WORK TASK> Leaving the pictures aside, return all of the data below exactly.

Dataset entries

━━━

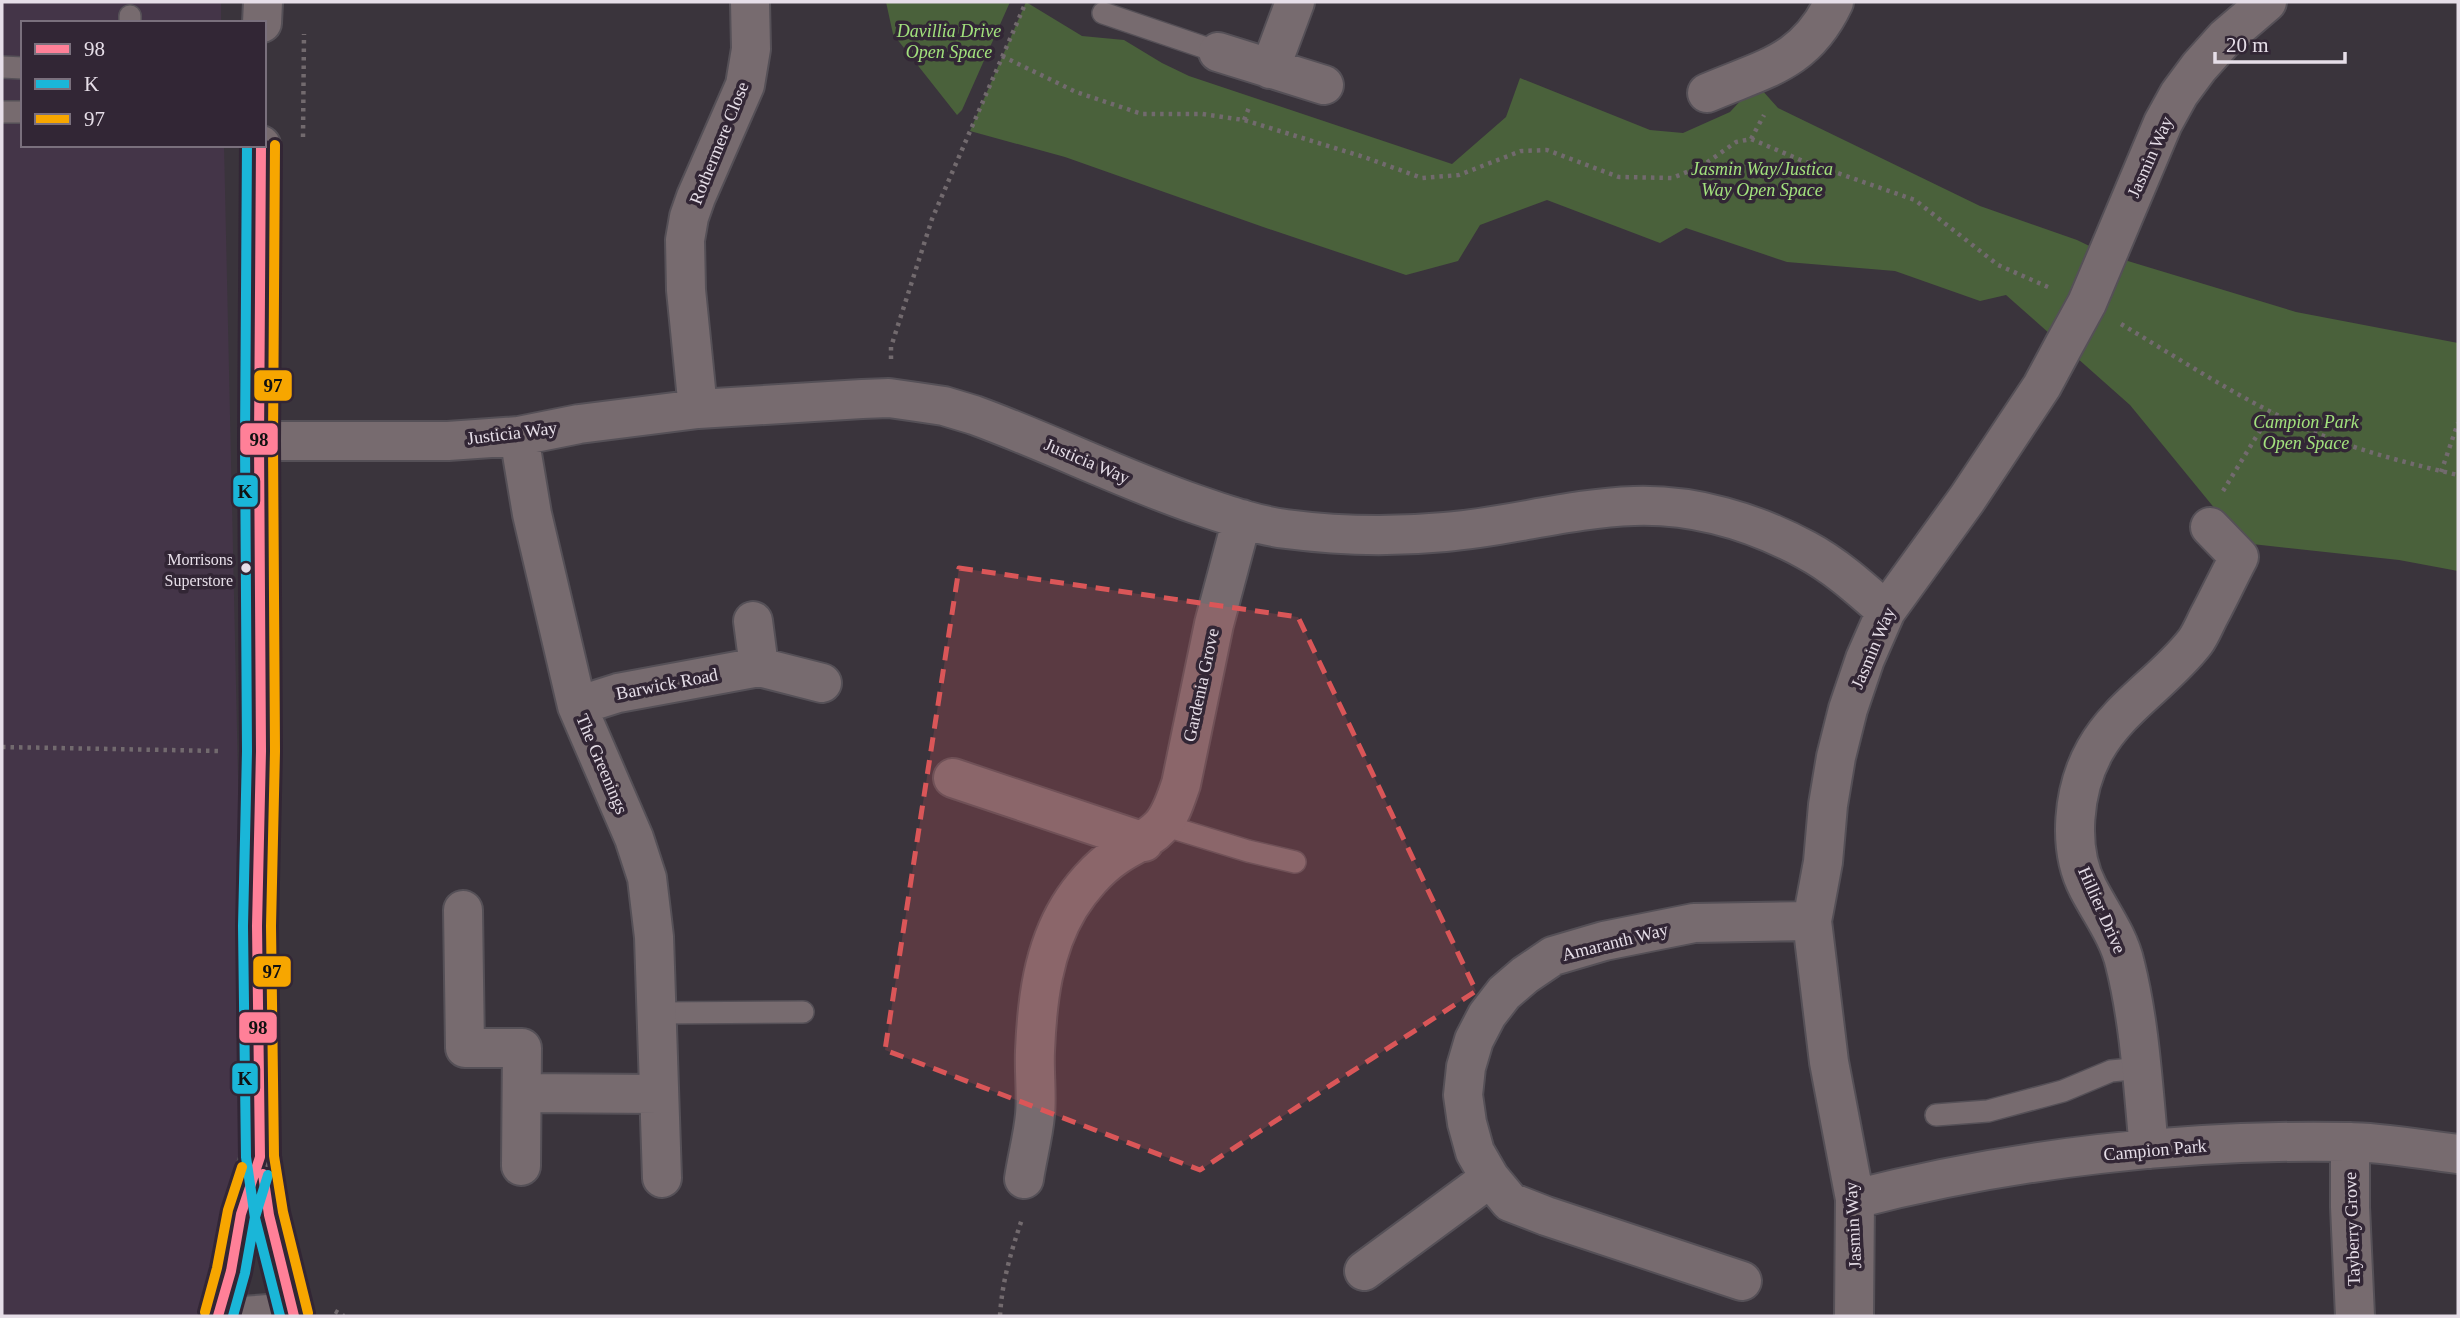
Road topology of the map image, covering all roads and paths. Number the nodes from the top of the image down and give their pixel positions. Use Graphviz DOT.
graph roads {
  1 [pos="262,2"];
  2 [pos="750,2"];
  3 [pos="1026,2"];
  4 [pos="1295,2"];
  5 [pos="1834,2"];
  6 [pos="2267,2"];
  7 [pos="1103,13"];
  8 [pos="262,21"];
  9 [pos="1218,52"];
  10 [pos="1002,56"];
  11 [pos="2,67"];
  12 [pos="21,68"];
  13 [pos="1270,69"];
  14 [pos="1324,85"];
  15 [pos="1707,93"];
  16 [pos="2,112"];
  17 [pos="21,113"];
  18 [pos="261,147"];
  19 [pos="2087,303"];
  20 [pos="889,398"];
  21 [pos="698,409"];
  22 [pos="2272,411"];
  23 [pos="2458,423"];
  24 [pos="519,436"];
  25 [pos="259,441"];
  26 [pos="2441,472"];
  27 [pos="2458,475"];
  28 [pos="2216,510"];
  29 [pos="1242,519"];
  30 [pos="1886,611"];
  31 [pos="753,621"];
  32 [pos="759,667"];
  33 [pos="822,683"];
  34 [pos="577,706"];
  35 [pos="2,747"];
  36 [pos="261,751"];
  37 [pos="953,778"];
  38 [pos="1153,834"];
  39 [pos="1294,862"];
  40 [pos="463,910"];
  41 [pos="1812,921"];
  42 [pos="803,1012"];
  43 [pos="657,1013"];
  44 [pos="2141,1068"];
  45 [pos="522,1093"];
  46 [pos="660,1094"];
  47 [pos="1936,1115"];
  48 [pos="2350,1142"];
  49 [pos="2149,1149"];
  50 [pos="2458,1154"];
  51 [pos="260,1157"];
  52 [pos="521,1166"];
  53 [pos="662,1178"];
  54 [pos="1490,1178"];
  55 [pos="1024,1179"];
  56 [pos="1855,1199"];
  57 [pos="1364,1271"];
  58 [pos="1742,1281"];
  59 [pos="334,1311"];
  60 [pos="218,1316"];
  61 [pos="242,1316"];
  62 [pos="274,1316"];
  63 [pos="294,1316"];
  64 [pos="344,1316"];
  65 [pos="1000,1316"];
  66 [pos="1854,1316"];
  67 [pos="2355,1316"];
  1 -- 8 [label="street"];
  2 -- 21 [label="street, Rothermere Close"];
  3 -- 10 [label="path"];
  4 -- 13 [label="street"];
  5 -- 15 [label="street"];
  6 -- 19 [label="street, Jasmin Way"];
  7 -- 9 [label="lane"];
  9 -- 13 [label="street"];
  10 -- 19 [label="path"];
  10 -- 20 [label="path"];
  11 -- 12 [label="lane"];
  13 -- 14 [label="street"];
  16 -- 17 [label="lane"];
  18 -- 25 [label="street"];
  19 -- 22 [label="path"];
  19 -- 30 [label="street, Jasmin Way"];
  20 -- 21 [label="street, Justicia Way"];
  20 -- 29 [label="street, Justicia Way"];
  21 -- 24 [label="street, Justicia Way"];
  22 -- 26 [label="path"];
  22 -- 28 [label="path"];
  23 -- 26 [label="path"];
  24 -- 25 [label="street, Justicia Way"];
  24 -- 34 [label="street, The Greenings"];
  25 -- 36 [label="street"];
  26 -- 27 [label="path"];
  28 -- 44 [label="street, Hillier Drive"];
  29 -- 30 [label="street, Justicia Way"];
  29 -- 38 [label="street, Gardenia Grove"];
  30 -- 41 [label="street, Jasmin Way"];
  31 -- 32 [label="street"];
  32 -- 33 [label="street, Barwick Road"];
  32 -- 34 [label="street, Barwick Road"];
  34 -- 43 [label="street, The Greenings"];
  35 -- 36 [label="path"];
  36 -- 51 [label="street"];
  37 -- 38 [label="street"];
  38 -- 39 [label="lane"];
  38 -- 55 [label="street"];
  40 -- 45 [label="street"];
  41 -- 54 [label="street, Amaranth Way"];
  41 -- 56 [label="street, Jasmin Way"];
  42 -- 43 [label="lane"];
  43 -- 46 [label="street, The Greenings"];
  44 -- 47 [label="lane"];
  44 -- 49 [label="street, Hillier Drive"];
  45 -- 46 [label="street"];
  45 -- 52 [label="street"];
  46 -- 53 [label="street, The Greenings"];
  48 -- 49 [label="street, Campion Park"];
  48 -- 50 [label="street, Campion Park"];
  48 -- 67 [label="street, Tayberry Grove"];
  49 -- 56 [label="street, Campion Park"];
  51 -- 60 [label="street"];
  51 -- 63 [label="street"];
  54 -- 57 [label="street"];
  54 -- 58 [label="street, Amaranth Way"];
  55 -- 65 [label="path"];
  56 -- 66 [label="street, Jasmin Way"];
  59 -- 64 [label="path"];
  61 -- 62 [label="street"];
}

━━━

TASK RESPONSE>
Road topology of the map image, covering all roads and paths. Number the nodes from the top of the image down and give their pixel positions. Use Graphviz DOT.
graph roads {
  1 [pos="262,2"];
  2 [pos="750,2"];
  3 [pos="1026,2"];
  4 [pos="1295,2"];
  5 [pos="1834,2"];
  6 [pos="2267,2"];
  7 [pos="1103,13"];
  8 [pos="262,21"];
  9 [pos="1218,52"];
  10 [pos="1002,56"];
  11 [pos="2,67"];
  12 [pos="21,68"];
  13 [pos="1270,69"];
  14 [pos="1324,85"];
  15 [pos="1707,93"];
  16 [pos="2,112"];
  17 [pos="21,113"];
  18 [pos="261,147"];
  19 [pos="2087,303"];
  20 [pos="889,398"];
  21 [pos="698,409"];
  22 [pos="2272,411"];
  23 [pos="2458,423"];
  24 [pos="519,436"];
  25 [pos="259,441"];
  26 [pos="2441,472"];
  27 [pos="2458,475"];
  28 [pos="2216,510"];
  29 [pos="1242,519"];
  30 [pos="1886,611"];
  31 [pos="753,621"];
  32 [pos="759,667"];
  33 [pos="822,683"];
  34 [pos="577,706"];
  35 [pos="2,747"];
  36 [pos="261,751"];
  37 [pos="953,778"];
  38 [pos="1153,834"];
  39 [pos="1294,862"];
  40 [pos="463,910"];
  41 [pos="1812,921"];
  42 [pos="803,1012"];
  43 [pos="657,1013"];
  44 [pos="2141,1068"];
  45 [pos="522,1093"];
  46 [pos="660,1094"];
  47 [pos="1936,1115"];
  48 [pos="2350,1142"];
  49 [pos="2149,1149"];
  50 [pos="2458,1154"];
  51 [pos="260,1157"];
  52 [pos="521,1166"];
  53 [pos="662,1178"];
  54 [pos="1490,1178"];
  55 [pos="1024,1179"];
  56 [pos="1855,1199"];
  57 [pos="1364,1271"];
  58 [pos="1742,1281"];
  59 [pos="334,1311"];
  60 [pos="218,1316"];
  61 [pos="242,1316"];
  62 [pos="274,1316"];
  63 [pos="294,1316"];
  64 [pos="344,1316"];
  65 [pos="1000,1316"];
  66 [pos="1854,1316"];
  67 [pos="2355,1316"];
  1 -- 8 [label="street"];
  2 -- 21 [label="street, Rothermere Close"];
  3 -- 10 [label="path"];
  4 -- 13 [label="street"];
  5 -- 15 [label="street"];
  6 -- 19 [label="street, Jasmin Way"];
  7 -- 9 [label="lane"];
  9 -- 13 [label="street"];
  10 -- 19 [label="path"];
  10 -- 20 [label="path"];
  11 -- 12 [label="lane"];
  13 -- 14 [label="street"];
  16 -- 17 [label="lane"];
  18 -- 25 [label="street"];
  19 -- 22 [label="path"];
  19 -- 30 [label="street, Jasmin Way"];
  20 -- 21 [label="street, Justicia Way"];
  20 -- 29 [label="street, Justicia Way"];
  21 -- 24 [label="street, Justicia Way"];
  22 -- 26 [label="path"];
  22 -- 28 [label="path"];
  23 -- 26 [label="path"];
  24 -- 25 [label="street, Justicia Way"];
  24 -- 34 [label="street, The Greenings"];
  25 -- 36 [label="street"];
  26 -- 27 [label="path"];
  28 -- 44 [label="street, Hillier Drive"];
  29 -- 30 [label="street, Justicia Way"];
  29 -- 38 [label="street, Gardenia Grove"];
  30 -- 41 [label="street, Jasmin Way"];
  31 -- 32 [label="street"];
  32 -- 33 [label="street, Barwick Road"];
  32 -- 34 [label="street, Barwick Road"];
  34 -- 43 [label="street, The Greenings"];
  35 -- 36 [label="path"];
  36 -- 51 [label="street"];
  37 -- 38 [label="street"];
  38 -- 39 [label="lane"];
  38 -- 55 [label="street"];
  40 -- 45 [label="street"];
  41 -- 54 [label="street, Amaranth Way"];
  41 -- 56 [label="street, Jasmin Way"];
  42 -- 43 [label="lane"];
  43 -- 46 [label="street, The Greenings"];
  44 -- 47 [label="lane"];
  44 -- 49 [label="street, Hillier Drive"];
  45 -- 46 [label="street"];
  45 -- 52 [label="street"];
  46 -- 53 [label="street, The Greenings"];
  48 -- 49 [label="street, Campion Park"];
  48 -- 50 [label="street, Campion Park"];
  48 -- 67 [label="street, Tayberry Grove"];
  49 -- 56 [label="street, Campion Park"];
  51 -- 60 [label="street"];
  51 -- 63 [label="street"];
  54 -- 57 [label="street"];
  54 -- 58 [label="street, Amaranth Way"];
  55 -- 65 [label="path"];
  56 -- 66 [label="street, Jasmin Way"];
  59 -- 64 [label="path"];
  61 -- 62 [label="street"];
}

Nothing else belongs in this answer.